Resolving Imports

Up-front design for the algorithm to resolve imports, and for the ways in which it might reasonably be expanded later. This is probably a pretty common approach, but it’s worth repeating here.

Simple Recursive Import Algorithm

A runtime must contain:

  • a dictionary of prepared modules,

  • a stack of modules under construction, and

  • a list representing the set-up and shut-down order of modules.

A procedure need(absolute base-path, URI to the desired module) does this:

  • Based on the module URI, figure out how to load the module.

  • Based on the loader and the base-path, figure a distinctive key for the desired module. The key must work like an absolute path and make sense to a Sophie-programmer.

  • If the key:

    • is in the prepared-modules dictionary, return the found module-object as-is.

    • is on the under-construction stack, declare an import-loop (from top-of-stack to the occurrence of this path) and fail.

  • Otherwise: Put the key on the top of the stack.

  • Actually load the module:

    • Assuming it’s a normal file, if it:

      • doesn’t exist, declare that and fail.

      • doesn’t load, declare that and fail.

      • doesn’t parse, declare that and fail.

    • Apply all of the target-module’s own needs, recursively (or fail on failure).
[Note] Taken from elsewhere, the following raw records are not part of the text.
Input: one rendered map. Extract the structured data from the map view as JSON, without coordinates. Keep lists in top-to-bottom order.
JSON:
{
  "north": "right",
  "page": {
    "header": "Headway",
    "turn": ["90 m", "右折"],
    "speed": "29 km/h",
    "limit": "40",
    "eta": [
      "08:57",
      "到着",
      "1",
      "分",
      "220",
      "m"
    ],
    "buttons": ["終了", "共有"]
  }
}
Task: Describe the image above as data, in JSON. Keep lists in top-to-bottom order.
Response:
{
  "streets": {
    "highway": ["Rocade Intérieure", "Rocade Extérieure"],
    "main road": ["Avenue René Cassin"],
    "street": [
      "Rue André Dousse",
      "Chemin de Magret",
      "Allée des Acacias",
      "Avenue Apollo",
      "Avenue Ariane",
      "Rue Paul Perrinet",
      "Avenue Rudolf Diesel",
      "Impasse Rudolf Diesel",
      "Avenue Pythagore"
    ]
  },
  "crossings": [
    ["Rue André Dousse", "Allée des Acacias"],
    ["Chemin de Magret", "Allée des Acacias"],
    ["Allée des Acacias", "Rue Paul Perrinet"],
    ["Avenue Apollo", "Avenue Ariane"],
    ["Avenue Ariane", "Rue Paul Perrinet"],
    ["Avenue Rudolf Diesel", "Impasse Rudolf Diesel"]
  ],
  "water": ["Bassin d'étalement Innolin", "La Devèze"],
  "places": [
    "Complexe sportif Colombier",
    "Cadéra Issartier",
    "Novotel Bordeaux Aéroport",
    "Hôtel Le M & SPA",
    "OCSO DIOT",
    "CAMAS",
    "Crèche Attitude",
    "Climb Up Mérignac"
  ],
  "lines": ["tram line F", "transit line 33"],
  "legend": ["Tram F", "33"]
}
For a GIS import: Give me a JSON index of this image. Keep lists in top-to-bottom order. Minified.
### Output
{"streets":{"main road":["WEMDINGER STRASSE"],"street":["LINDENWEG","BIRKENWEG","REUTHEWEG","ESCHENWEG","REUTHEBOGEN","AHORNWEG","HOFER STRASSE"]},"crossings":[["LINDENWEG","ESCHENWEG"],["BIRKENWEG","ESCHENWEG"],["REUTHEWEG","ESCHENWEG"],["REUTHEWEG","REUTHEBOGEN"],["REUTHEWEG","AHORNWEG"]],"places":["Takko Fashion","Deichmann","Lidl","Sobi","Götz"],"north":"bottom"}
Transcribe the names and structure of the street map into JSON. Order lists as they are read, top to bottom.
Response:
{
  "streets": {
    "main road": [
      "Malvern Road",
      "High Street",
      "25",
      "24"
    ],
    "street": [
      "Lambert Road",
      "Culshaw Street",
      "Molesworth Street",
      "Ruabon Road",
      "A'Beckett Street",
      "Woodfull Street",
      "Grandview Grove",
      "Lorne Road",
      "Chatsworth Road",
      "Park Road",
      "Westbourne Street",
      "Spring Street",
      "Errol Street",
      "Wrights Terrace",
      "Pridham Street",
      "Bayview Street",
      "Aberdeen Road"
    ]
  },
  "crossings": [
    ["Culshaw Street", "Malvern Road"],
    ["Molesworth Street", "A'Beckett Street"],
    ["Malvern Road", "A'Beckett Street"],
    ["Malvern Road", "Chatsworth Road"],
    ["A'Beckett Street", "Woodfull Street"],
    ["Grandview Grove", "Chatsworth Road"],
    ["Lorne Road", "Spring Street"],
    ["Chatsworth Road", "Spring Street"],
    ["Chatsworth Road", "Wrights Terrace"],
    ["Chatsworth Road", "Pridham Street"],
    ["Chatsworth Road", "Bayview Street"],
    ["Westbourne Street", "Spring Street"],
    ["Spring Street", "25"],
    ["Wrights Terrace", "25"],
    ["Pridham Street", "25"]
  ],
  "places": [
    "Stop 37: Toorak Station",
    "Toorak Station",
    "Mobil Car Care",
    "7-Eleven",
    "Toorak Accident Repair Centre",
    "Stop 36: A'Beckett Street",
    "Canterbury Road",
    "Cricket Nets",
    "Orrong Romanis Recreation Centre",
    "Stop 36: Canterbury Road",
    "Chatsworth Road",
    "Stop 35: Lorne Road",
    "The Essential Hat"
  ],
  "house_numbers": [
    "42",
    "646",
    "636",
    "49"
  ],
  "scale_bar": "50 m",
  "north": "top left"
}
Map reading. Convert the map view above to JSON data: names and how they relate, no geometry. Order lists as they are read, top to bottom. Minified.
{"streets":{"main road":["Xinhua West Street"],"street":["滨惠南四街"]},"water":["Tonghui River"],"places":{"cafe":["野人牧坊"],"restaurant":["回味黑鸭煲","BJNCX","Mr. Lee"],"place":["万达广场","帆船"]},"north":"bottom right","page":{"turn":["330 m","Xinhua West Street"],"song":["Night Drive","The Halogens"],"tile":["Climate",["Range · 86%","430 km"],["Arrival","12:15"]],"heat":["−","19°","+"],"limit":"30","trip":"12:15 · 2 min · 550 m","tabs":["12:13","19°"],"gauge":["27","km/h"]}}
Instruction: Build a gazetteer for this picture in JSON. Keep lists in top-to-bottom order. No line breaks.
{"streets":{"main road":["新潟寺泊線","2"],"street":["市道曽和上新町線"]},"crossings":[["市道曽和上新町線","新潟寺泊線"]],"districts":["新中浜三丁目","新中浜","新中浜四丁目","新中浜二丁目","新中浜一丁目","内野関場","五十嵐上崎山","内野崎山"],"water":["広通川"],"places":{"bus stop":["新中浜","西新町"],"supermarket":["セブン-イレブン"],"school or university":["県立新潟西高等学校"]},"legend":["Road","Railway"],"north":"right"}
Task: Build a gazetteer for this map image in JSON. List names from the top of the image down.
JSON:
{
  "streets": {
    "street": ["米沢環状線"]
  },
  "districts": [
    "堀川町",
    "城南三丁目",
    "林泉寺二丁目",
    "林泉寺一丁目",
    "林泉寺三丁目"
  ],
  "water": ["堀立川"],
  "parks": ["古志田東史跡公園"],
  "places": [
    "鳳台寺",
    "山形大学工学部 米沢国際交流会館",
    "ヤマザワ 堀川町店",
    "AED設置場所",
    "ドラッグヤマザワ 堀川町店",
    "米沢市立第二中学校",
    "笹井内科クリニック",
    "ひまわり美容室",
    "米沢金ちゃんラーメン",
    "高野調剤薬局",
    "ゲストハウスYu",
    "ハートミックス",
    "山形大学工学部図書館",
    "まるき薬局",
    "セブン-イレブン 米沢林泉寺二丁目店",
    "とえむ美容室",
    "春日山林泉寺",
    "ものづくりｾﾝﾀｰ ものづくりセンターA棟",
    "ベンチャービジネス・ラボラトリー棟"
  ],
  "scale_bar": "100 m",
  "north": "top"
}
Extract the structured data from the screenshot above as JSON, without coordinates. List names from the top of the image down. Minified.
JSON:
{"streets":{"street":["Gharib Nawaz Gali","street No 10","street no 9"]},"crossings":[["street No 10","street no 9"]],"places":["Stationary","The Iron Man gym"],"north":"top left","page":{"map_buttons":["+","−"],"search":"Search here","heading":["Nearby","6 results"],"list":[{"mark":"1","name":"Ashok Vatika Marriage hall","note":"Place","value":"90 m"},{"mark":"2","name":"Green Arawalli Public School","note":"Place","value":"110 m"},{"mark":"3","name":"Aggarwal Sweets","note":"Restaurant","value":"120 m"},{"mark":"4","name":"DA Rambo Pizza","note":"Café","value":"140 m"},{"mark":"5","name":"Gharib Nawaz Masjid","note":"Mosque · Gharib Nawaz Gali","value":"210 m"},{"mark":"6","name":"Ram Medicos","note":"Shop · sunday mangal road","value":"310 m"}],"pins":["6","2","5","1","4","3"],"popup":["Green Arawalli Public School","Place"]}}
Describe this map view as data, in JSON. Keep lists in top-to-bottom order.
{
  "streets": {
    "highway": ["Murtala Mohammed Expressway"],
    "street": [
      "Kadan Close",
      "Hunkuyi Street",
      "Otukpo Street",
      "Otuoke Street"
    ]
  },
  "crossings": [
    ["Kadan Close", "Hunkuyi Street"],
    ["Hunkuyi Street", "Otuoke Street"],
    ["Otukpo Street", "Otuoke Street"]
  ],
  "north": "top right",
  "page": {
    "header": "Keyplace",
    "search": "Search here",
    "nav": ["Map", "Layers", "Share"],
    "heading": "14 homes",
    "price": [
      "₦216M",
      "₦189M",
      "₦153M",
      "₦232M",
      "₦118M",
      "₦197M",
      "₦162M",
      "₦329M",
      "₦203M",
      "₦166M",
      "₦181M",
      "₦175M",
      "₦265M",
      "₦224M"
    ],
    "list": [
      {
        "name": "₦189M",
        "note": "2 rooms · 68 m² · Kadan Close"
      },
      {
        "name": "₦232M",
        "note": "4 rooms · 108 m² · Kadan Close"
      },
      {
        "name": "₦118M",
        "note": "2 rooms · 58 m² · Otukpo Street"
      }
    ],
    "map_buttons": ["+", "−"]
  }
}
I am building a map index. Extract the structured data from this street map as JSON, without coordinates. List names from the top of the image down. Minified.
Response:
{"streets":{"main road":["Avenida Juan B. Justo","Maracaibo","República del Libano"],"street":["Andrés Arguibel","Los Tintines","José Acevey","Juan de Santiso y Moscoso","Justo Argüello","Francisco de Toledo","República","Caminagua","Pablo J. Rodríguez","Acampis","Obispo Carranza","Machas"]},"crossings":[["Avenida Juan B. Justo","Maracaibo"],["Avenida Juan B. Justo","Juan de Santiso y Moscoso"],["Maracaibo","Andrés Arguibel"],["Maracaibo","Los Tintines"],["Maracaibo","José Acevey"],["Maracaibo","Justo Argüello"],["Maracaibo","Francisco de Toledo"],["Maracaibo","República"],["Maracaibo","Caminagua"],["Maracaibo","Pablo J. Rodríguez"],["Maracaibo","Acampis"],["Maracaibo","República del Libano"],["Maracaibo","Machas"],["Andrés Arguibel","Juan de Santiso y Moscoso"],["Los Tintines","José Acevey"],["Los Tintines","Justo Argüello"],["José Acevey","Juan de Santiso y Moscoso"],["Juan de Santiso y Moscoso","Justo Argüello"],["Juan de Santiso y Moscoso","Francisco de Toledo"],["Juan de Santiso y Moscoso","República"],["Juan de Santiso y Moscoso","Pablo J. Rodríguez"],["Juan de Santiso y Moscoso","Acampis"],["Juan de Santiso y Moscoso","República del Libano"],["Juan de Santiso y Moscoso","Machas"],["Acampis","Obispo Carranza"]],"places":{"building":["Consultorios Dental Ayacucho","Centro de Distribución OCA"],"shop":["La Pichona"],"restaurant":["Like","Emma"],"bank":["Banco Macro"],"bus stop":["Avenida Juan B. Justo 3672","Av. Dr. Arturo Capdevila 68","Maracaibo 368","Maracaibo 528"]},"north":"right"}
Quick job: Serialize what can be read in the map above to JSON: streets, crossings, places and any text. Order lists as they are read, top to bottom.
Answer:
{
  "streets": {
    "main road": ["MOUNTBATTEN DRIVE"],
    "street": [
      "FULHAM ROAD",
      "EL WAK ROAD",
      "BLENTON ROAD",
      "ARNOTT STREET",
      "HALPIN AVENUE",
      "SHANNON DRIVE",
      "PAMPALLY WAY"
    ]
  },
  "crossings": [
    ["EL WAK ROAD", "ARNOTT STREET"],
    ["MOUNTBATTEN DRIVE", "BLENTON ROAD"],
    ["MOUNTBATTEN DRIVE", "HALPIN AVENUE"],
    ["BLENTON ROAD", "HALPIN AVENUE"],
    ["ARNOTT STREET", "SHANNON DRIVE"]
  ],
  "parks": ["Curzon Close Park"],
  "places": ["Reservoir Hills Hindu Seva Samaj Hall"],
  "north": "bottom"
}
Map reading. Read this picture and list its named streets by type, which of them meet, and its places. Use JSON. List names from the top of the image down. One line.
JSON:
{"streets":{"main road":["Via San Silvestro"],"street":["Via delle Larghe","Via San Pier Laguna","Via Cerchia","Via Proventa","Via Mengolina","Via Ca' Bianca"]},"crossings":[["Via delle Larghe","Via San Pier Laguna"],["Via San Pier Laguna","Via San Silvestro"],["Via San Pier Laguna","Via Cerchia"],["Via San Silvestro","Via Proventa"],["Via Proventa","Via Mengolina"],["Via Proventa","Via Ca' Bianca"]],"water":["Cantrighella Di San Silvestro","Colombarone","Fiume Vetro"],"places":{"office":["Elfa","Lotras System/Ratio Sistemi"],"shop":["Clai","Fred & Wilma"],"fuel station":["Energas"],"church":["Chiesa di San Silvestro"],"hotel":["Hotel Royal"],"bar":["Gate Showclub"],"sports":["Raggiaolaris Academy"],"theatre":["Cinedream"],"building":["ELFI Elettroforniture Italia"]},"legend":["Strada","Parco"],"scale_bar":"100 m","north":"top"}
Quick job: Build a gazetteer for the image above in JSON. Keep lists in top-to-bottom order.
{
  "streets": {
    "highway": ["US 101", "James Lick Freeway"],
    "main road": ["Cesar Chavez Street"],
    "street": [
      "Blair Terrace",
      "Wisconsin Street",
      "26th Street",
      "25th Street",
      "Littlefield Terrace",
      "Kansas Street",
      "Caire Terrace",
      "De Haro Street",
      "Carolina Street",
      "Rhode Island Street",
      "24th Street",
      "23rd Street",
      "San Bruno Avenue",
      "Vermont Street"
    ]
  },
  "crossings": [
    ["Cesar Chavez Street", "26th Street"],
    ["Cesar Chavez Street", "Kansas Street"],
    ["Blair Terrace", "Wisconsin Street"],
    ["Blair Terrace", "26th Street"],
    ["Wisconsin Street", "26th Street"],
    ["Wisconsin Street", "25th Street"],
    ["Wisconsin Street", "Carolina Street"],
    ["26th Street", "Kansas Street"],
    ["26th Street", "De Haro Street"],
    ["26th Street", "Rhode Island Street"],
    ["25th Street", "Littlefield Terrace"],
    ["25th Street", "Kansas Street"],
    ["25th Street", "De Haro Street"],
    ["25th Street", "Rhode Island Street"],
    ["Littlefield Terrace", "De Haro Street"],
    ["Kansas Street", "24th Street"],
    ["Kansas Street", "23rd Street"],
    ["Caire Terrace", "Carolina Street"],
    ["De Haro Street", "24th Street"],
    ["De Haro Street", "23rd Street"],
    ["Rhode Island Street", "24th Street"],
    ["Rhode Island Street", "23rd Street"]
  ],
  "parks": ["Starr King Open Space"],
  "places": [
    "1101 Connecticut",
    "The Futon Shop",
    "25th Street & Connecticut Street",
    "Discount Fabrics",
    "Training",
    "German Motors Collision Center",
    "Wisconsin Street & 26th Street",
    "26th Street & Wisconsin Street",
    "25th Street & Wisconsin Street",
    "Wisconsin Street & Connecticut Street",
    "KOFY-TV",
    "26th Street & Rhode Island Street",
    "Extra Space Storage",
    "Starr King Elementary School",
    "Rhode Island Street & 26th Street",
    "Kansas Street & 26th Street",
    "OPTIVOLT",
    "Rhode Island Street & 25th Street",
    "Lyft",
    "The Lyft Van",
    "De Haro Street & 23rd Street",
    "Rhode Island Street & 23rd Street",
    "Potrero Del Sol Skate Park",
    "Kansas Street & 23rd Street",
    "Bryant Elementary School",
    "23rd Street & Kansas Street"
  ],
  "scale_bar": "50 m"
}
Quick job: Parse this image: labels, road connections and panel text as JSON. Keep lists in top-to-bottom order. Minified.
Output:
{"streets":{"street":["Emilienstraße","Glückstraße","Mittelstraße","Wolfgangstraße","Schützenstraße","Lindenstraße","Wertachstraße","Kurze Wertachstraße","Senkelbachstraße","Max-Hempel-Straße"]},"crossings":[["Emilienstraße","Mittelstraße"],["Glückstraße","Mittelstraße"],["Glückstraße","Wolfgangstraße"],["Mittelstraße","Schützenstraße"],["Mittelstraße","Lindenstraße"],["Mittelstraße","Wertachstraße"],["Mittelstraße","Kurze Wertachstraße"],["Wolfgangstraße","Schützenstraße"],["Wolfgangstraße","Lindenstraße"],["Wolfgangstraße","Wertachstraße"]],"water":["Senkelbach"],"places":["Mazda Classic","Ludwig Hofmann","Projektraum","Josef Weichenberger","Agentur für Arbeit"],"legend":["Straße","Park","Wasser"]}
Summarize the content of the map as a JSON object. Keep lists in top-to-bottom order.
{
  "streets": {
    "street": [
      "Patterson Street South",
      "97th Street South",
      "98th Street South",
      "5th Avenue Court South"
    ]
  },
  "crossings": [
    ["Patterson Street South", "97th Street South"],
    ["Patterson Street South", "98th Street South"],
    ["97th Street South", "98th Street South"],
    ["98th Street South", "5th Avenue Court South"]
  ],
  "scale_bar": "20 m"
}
    • If the module under construction:

      • doesn’t resolve, declare that and fail.

      • doesn’t type (and we’re in type-checking mode), register a failure.

  • Remove the entry from the under-construction stack.

  • Enter the module-object into the prepared-modules dictionary.

  • Schedule the module for set-up (and perhaps eventually, take-down) activities.

  • Return the newly-constructed module-object to the caller.

In a sense, this is just transitive-closure. But there are important bits of information to string up along the way.

Ancillary Procedures

To “Apply all of the target-module’s own needs” is almost a straightforward loop through that module’s list of import syntax-objects. The caveat is that a failed need fails the loop in a way the caller can recognize. Presumably that failure resulted in a suitable error report, so it’s unnecessary to recapitulate the cause of failure, but it’s probably worth noting the location of the failure.

To kick this whole process off, the main entry-point can simply need whatever module is on the command line. If that fails, then presumably the appropriate error reports are scheduled. Otherwise, it can proceed to run the activity schedule.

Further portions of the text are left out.